The lovely old library in Provo, Utah is a beautiful building, all worn old brick and shining burnished wood floors and hushed recesses filled with books and interesting ideas. But on a cold winter night just before last Christmas, a group of people gathered in a conference room lined with tables—not to read, but to tie quilts, weave mats, and sew stuffed animals, a gathering of young and younger, middle-aged, and even a few who were oldish, but mostly young at heart. In a room like this there is no lingering near the door, or sitting in the back—it is, instead, a place of joyful exuberance and enthusiasm as a group of passionate amateurs gathers to practice their talents—tying knots with yarn and conversation, stitching together both threads and hearts.
For Grace Garn, a 19-year-old college student, the event was one she had a particular interest in and helped to organize. A member of the presidency of the Provo student cottage of Big Ocean Women, Grace and the other cottage members wanted to get more people involved. “The cottage presidency sat down with Big Ocean leaders and discussed what we could do that would catch the attention of students in Provo.

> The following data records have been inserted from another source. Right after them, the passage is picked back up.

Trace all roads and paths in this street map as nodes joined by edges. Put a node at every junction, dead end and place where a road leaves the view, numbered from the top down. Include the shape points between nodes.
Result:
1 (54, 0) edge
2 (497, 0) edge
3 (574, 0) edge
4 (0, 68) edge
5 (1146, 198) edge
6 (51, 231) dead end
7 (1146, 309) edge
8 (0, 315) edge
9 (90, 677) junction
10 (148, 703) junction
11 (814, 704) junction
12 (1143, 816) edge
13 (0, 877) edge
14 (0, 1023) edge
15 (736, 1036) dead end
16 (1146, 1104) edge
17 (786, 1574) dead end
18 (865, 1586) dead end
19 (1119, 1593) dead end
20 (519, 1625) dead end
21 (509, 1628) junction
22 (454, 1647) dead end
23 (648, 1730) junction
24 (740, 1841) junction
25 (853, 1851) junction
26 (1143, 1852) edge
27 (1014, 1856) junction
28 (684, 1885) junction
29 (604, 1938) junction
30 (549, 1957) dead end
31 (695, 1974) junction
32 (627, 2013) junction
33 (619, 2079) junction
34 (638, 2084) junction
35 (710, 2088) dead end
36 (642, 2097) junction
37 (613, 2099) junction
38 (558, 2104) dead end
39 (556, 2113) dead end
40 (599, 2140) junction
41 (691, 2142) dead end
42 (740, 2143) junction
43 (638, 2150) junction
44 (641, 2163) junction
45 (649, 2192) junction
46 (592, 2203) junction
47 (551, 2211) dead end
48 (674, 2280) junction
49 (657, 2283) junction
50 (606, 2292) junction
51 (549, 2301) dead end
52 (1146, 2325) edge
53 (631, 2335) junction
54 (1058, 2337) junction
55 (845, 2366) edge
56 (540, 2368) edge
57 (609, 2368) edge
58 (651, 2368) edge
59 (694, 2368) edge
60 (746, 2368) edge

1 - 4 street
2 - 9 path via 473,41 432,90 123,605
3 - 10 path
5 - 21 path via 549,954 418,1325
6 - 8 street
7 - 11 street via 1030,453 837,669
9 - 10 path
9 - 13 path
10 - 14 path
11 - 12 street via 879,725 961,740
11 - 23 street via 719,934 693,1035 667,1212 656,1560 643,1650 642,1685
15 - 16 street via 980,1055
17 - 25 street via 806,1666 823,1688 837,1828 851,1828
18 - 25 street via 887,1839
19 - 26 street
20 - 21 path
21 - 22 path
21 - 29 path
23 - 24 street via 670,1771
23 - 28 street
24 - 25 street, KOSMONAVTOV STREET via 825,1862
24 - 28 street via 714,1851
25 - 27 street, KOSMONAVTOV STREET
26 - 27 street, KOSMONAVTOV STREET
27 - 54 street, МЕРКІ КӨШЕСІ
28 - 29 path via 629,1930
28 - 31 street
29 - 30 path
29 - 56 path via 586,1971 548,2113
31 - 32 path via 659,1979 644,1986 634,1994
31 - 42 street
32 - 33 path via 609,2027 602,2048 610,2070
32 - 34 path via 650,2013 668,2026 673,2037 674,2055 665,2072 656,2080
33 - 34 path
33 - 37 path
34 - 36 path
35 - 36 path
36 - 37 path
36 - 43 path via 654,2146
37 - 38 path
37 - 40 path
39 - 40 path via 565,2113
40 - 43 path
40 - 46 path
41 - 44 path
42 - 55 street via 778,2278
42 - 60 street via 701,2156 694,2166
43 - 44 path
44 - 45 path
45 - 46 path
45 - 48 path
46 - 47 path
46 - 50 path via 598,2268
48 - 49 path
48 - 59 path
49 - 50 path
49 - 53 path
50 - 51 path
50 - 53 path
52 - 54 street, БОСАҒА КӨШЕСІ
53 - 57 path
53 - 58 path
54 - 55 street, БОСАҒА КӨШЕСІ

We talked about how most young women in Provo already have experience with sewing and quilting and that a joint service project with Stitching Hearts Worldwide would be the perfect event to publicize our cottage and do a lot of good at the same time.”

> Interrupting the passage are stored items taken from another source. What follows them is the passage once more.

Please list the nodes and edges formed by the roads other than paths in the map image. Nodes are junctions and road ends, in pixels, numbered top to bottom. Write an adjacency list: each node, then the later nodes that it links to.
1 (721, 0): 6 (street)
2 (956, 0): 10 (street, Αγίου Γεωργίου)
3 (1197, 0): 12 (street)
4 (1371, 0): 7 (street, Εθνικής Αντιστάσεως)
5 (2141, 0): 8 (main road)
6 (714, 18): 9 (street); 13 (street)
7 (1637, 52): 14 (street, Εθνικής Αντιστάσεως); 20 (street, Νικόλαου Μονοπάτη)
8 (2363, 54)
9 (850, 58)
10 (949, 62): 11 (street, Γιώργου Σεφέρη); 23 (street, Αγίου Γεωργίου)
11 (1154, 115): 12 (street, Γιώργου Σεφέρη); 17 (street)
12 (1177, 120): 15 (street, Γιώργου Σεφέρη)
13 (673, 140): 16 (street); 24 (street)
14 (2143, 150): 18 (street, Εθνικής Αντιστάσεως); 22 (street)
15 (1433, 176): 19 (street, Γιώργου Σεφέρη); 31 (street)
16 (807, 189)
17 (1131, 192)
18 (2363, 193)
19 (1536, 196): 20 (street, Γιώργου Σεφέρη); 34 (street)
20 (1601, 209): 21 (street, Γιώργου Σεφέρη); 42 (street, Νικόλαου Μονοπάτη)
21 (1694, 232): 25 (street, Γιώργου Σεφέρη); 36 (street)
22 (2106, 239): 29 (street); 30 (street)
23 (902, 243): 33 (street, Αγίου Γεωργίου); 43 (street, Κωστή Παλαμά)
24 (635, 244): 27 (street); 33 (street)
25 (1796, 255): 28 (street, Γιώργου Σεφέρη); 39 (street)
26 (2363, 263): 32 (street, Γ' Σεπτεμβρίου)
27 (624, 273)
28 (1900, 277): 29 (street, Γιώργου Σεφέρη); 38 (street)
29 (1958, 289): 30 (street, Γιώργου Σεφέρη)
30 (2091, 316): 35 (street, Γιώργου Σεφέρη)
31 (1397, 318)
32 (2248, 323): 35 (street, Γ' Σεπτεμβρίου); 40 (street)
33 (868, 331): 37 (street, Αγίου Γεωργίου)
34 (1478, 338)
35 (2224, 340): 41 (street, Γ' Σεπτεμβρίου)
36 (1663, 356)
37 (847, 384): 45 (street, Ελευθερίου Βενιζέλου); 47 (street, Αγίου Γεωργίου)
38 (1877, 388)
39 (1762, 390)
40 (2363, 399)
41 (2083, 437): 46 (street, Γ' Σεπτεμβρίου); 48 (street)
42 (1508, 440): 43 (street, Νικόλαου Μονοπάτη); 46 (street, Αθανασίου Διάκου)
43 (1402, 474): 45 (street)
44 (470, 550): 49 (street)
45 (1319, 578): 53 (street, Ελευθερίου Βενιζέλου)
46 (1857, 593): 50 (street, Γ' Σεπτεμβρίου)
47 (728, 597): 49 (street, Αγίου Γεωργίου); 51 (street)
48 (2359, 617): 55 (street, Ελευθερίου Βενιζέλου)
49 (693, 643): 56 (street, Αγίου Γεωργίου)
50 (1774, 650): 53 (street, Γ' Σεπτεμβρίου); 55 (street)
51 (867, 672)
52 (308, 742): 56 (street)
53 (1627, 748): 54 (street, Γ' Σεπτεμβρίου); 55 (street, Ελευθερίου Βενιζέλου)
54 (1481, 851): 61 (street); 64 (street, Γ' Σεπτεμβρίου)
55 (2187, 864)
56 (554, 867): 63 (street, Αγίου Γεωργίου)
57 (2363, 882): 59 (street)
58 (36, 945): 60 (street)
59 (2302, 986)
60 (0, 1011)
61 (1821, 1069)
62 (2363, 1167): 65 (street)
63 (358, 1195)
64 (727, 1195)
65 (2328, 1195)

There is a moment after almost every international tragedy or natural disaster when people watching the news sit up and take notice, and think, “I wish I could help.” And then the moment moves on, as all moments do, fading into the business of the day, into the dishes that need to be done and the errands that need to be run, and the everyday patterns of a life, and although there might come another moment in the late afternoon as the sun slants into night that they look back on the day and find it is tinged with a sad yearning to connect and to serve, most of the time they think that there is not much they can do from the limitations of their ordinary lives. But Stitching Hearts Worldwide, an organization dedicated to providing meaningful humanitarian service, is working to provide opportunities to get involved in service, setting up events like the gathering held at the Provo Library to make and serve and connect with others.
After the Provo event, Grace said, “I was personally thrilled at how many young participants came! It was impressive to see college students who are already beyond busy take time out of their lives to help sew and quilt blankets and weave mats for refugees in distant countries. They also invited their friends to do the same, gathering more and more people to help serve. It reminded me why Big Ocean Women is such a successful organization. Women in my community have a desire to do good and are just waiting for opportunities to put their hands to work. Our event was simply a place to offer their skills. I think there is a distinct, tender spirit when people gather to help some they have never met.”

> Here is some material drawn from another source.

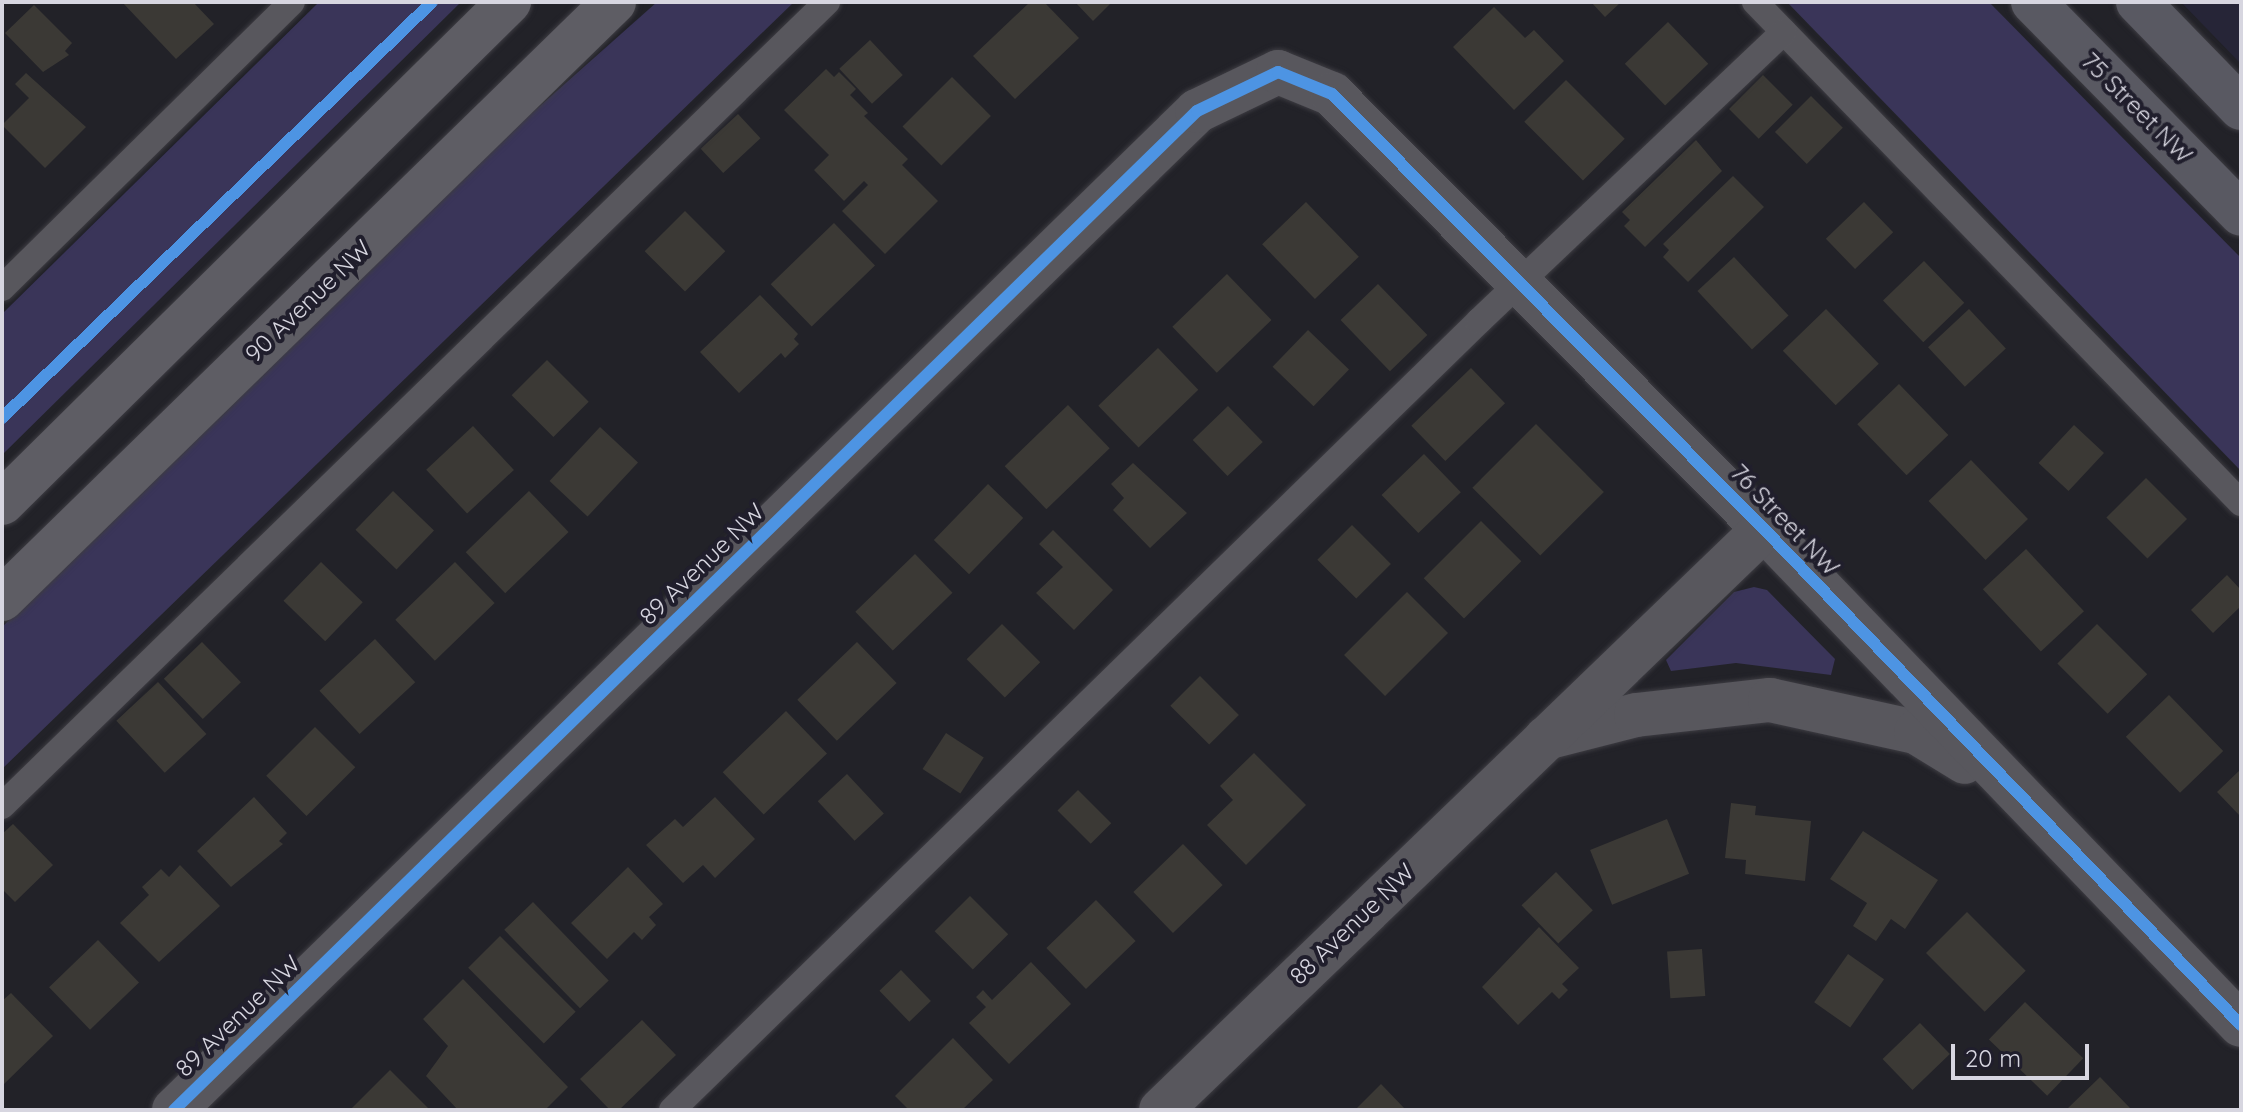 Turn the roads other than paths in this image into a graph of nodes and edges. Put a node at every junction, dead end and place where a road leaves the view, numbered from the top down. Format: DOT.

And it is this sense of service, this connection and communion with others that Stitching Hearts helps to foster. Krystie Wright, the founder of Stitching Hearts, works in conjunction with the Launfal Foundation, Lifting Hands International, The United Way, and other organizations to make tied quilts, plastic sleeping bag mats, pillows, backpacks for school children, hygiene kits, baby blankets, dolls and hand puppets, as well as educational games and toys. They focus on helping in communities such as Paradise, California which was decimated by fires in the last year, or among refugee communities. Their goal has been to make relief items that can be sent to people displaced from their homes because of fire, natural disasters, and political unrest around the world.
At the end of December’s event, as the students and families and friends headed out into the cold winter night, they left behind them not only a stack of newly tied blankets and lovingly stitched puppets, but also the hazy warm glow of time well spent, the small miracle of not so small moments, moments as small as the tiny stitches that bound together the fabric that would soon lie around the shoulders of a mother, across the bed of a child, and across the hearts of everyone involved.